No me parece en cualquier caso que a Alfredo Sanzol, responsable escénico de esta versión procedente del Teatro de la Zarzuela y ya placeada por otras ciudades, estas cuestiones le entretengan mucho. Salvo que yo no acierte a ver más allá, su interés reside en dar sentido a la colocación de unos paneles que organizan los espacios en los que se desenvuelve la trama (y en mover por ahí, desde luego con pericia, a los personajes, que en varios momentos son legión). Sin disgustarme la abstracción visual que este proceder conlleva, en principio tan abierto a las sugerencias, en ocasiones cuesta entender lo que se pretende evocar.
Tampoco ayudan los cortes en el libreto porque arrevistan el espectáculo y lo empujan a una sucesión de números musicales que, por su carácter mayoritario, acaban por diluir el peso de lo dramático. No sé si enmarcar en esta tendencia hacia lo revisteril el azote que en el culo le propina Lamparilla a Paloma, cuando en el libreto se especifica que la ha de coger por la cintura. Mientras, gusta mucho el colorido vestuario, que tanto contrasta en una iluminación tendente a lo oscuro. Y observo con confesado desconcierto la propuesta coreográfica de renovación de lo consuetudinario, no por renovador, sino por desconcertante.
Miguel Ángel Martínez comenzó como un profesor de metafísica cualquiera que se metiera a cabeza de lista de un partido obrero, republicano, federalista, laico y socialista que con frecuencia no aparenta ninguna de las cinco cosas. Vamos, lo que viene siendo proverbial y respetablemente soso y consuetudinario sin renovaciones. Sin embargo, luego le fue cogiendo aire a los chimpunes y los fue poniendo todos en su sitio, además con una contención de volúmenes por la que a priori yo no habría apostado. Bien concertado, porque eso el maestro granadino lo sabe hacer como nadie, y sin complicaciones.
Y correcto el elenco en general, en buena parte, además, conocedor de la producción por haberla cantado ya en otros teatros. Borja Quiza es el factótum. Sobrado escénicamente, en ocasiones sustituye en lo vocal refinamiento por autoridad, lo que tampoco afecta a la composición del personaje principal de la trama.
El canto de Sandra Fernández como Paloma fue de una dicción algo blanda y una proyección tirando a reservada, pero mostró, sin embargo línea y matices y sobresalió en las partes habladas.
Al contrario, la Marquesa encarnada por María Miró, destacó, más que en lo declamado, en el canto: bello y rotundo timbre sin ser muy grande y lírica expresividad.
Javier Tomé aparenta un firme propósito comunicativo que frena una emisión algo zaguera. Bien el resto de personajes de menor presencia escénica.

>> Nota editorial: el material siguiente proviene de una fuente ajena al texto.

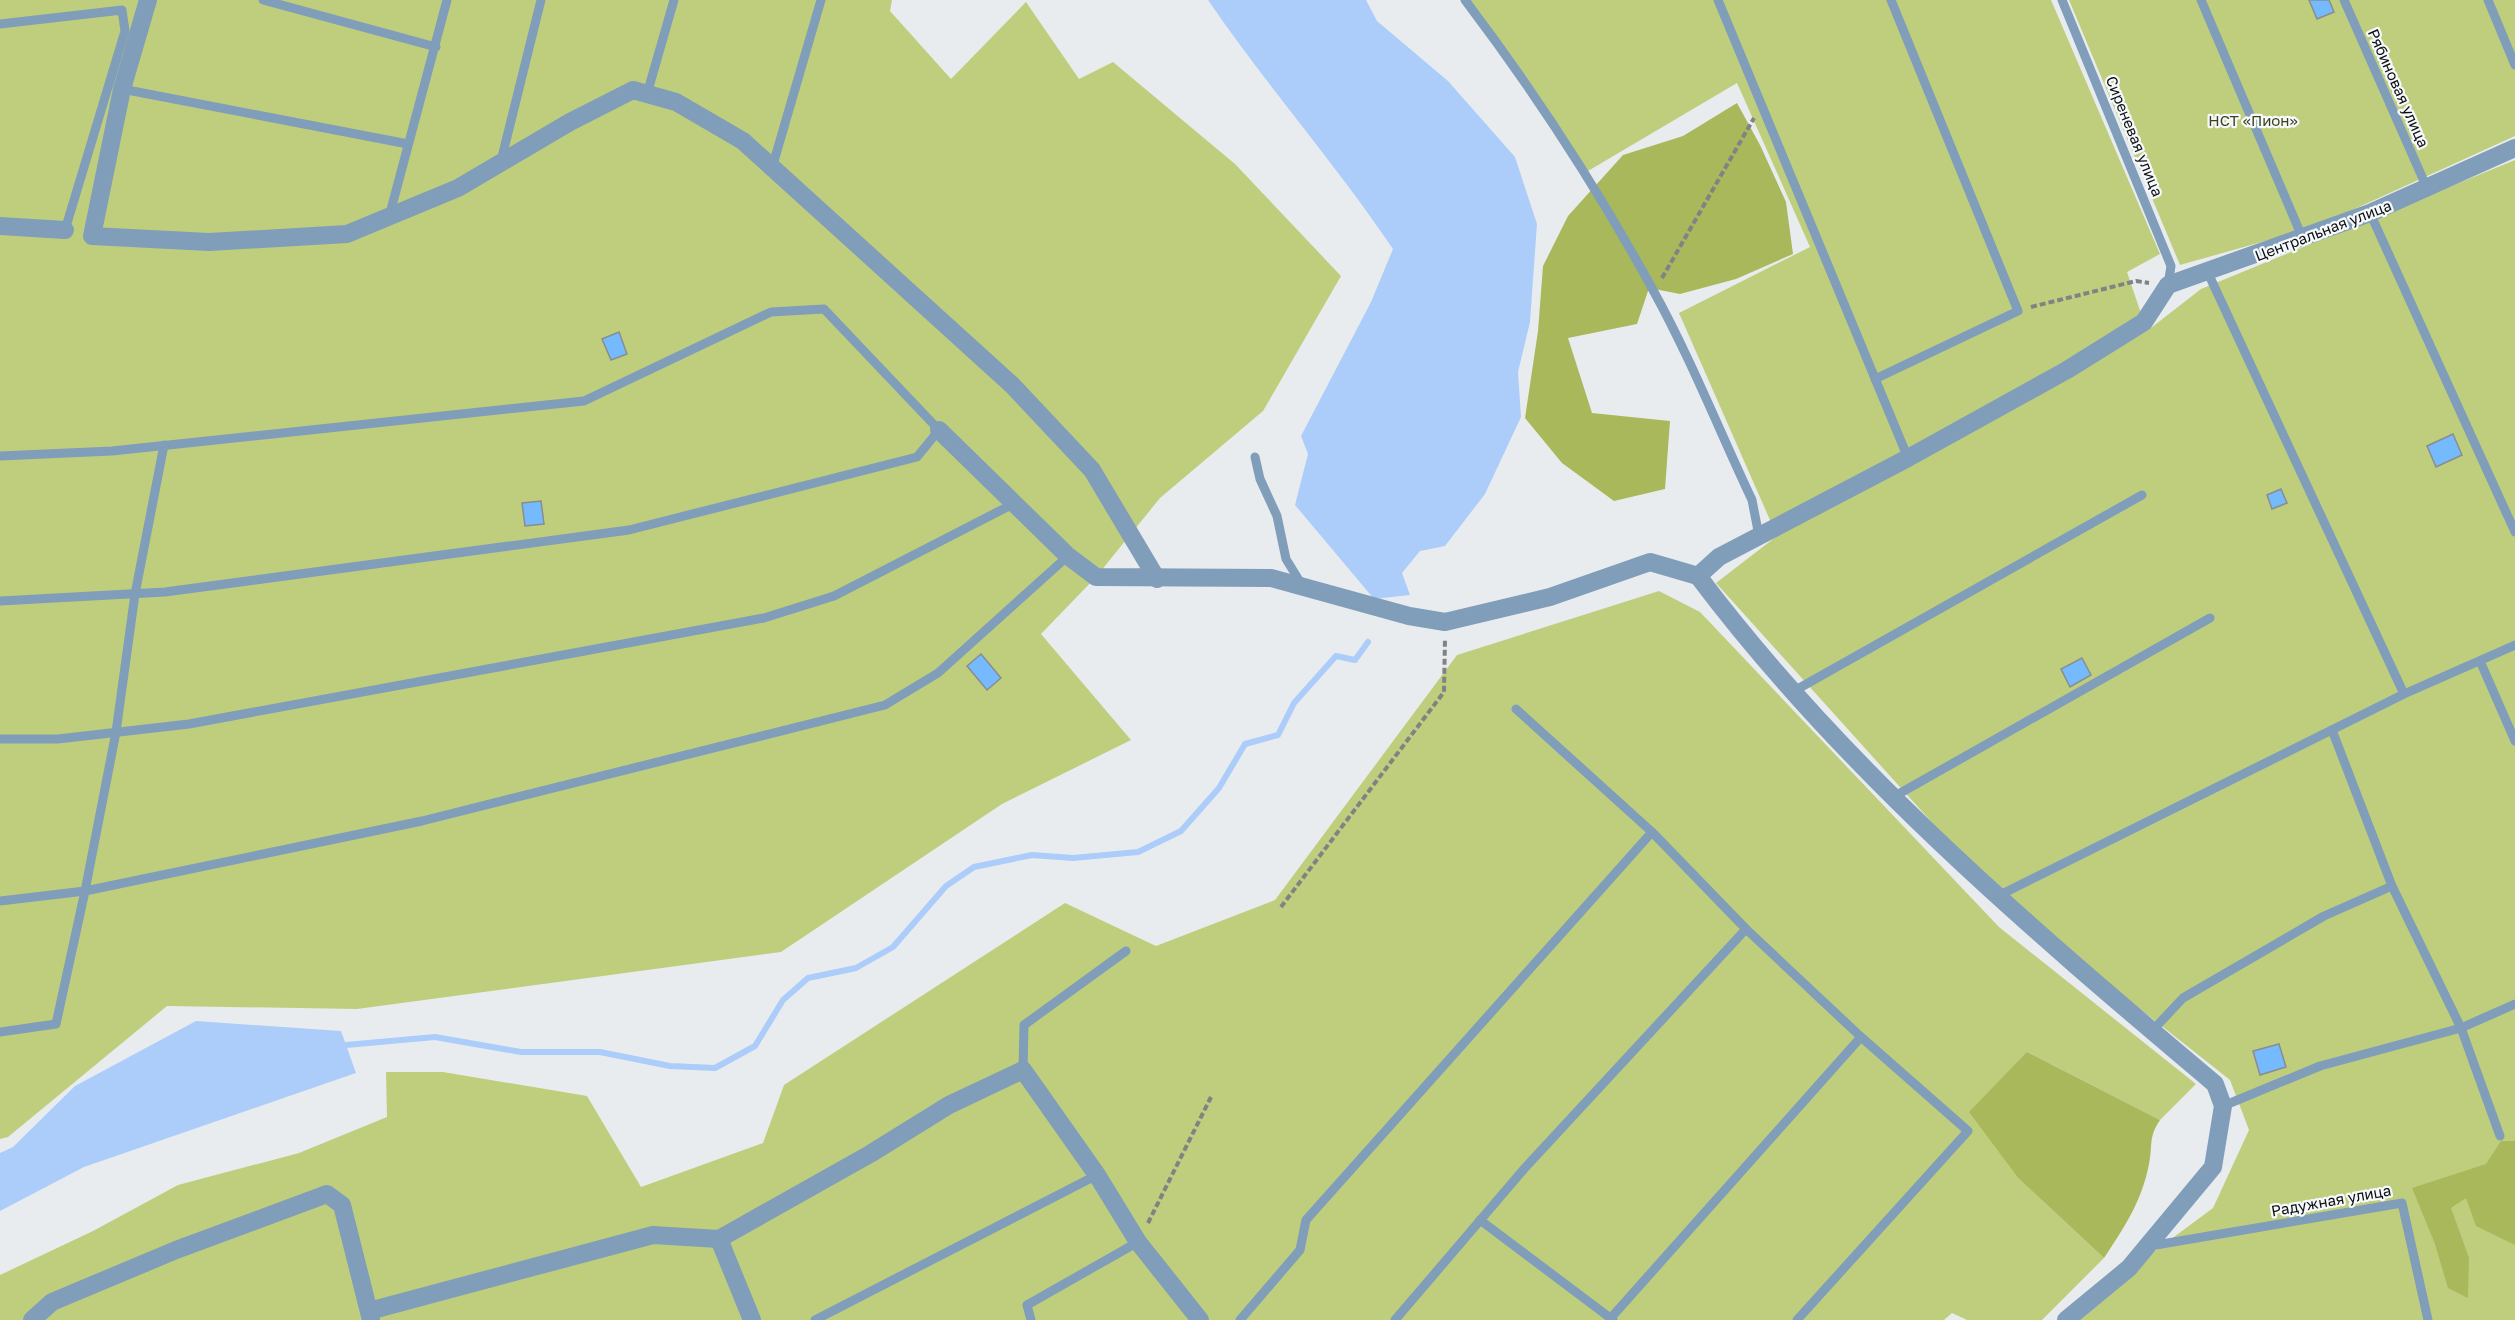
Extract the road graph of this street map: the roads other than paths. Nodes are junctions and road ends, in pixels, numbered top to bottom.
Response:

Sobresaliente el coro en todas sus facetas, aunque las mascarillas se cobraron su parte al lastrar con la opacidad inevitable. La orquesta titular pareció disfrutar y la Orquesta de Plectro El Micalet lo punteó a la perfección.
En fin, pues pese a todas las salvedades expuestas, yo de ustedes, si tuviera la ocasión de ir al espectáculo, me presentaría en él. Seguro que le sacan algún jugo. Y en cuestión de luces, siempre podrán optar por unas o por otras, que no por nada la condesa de Bornos es dama de la Gran Cruz de la Orden del Sol del Perú (y Perú es Madrid, ya se sabe).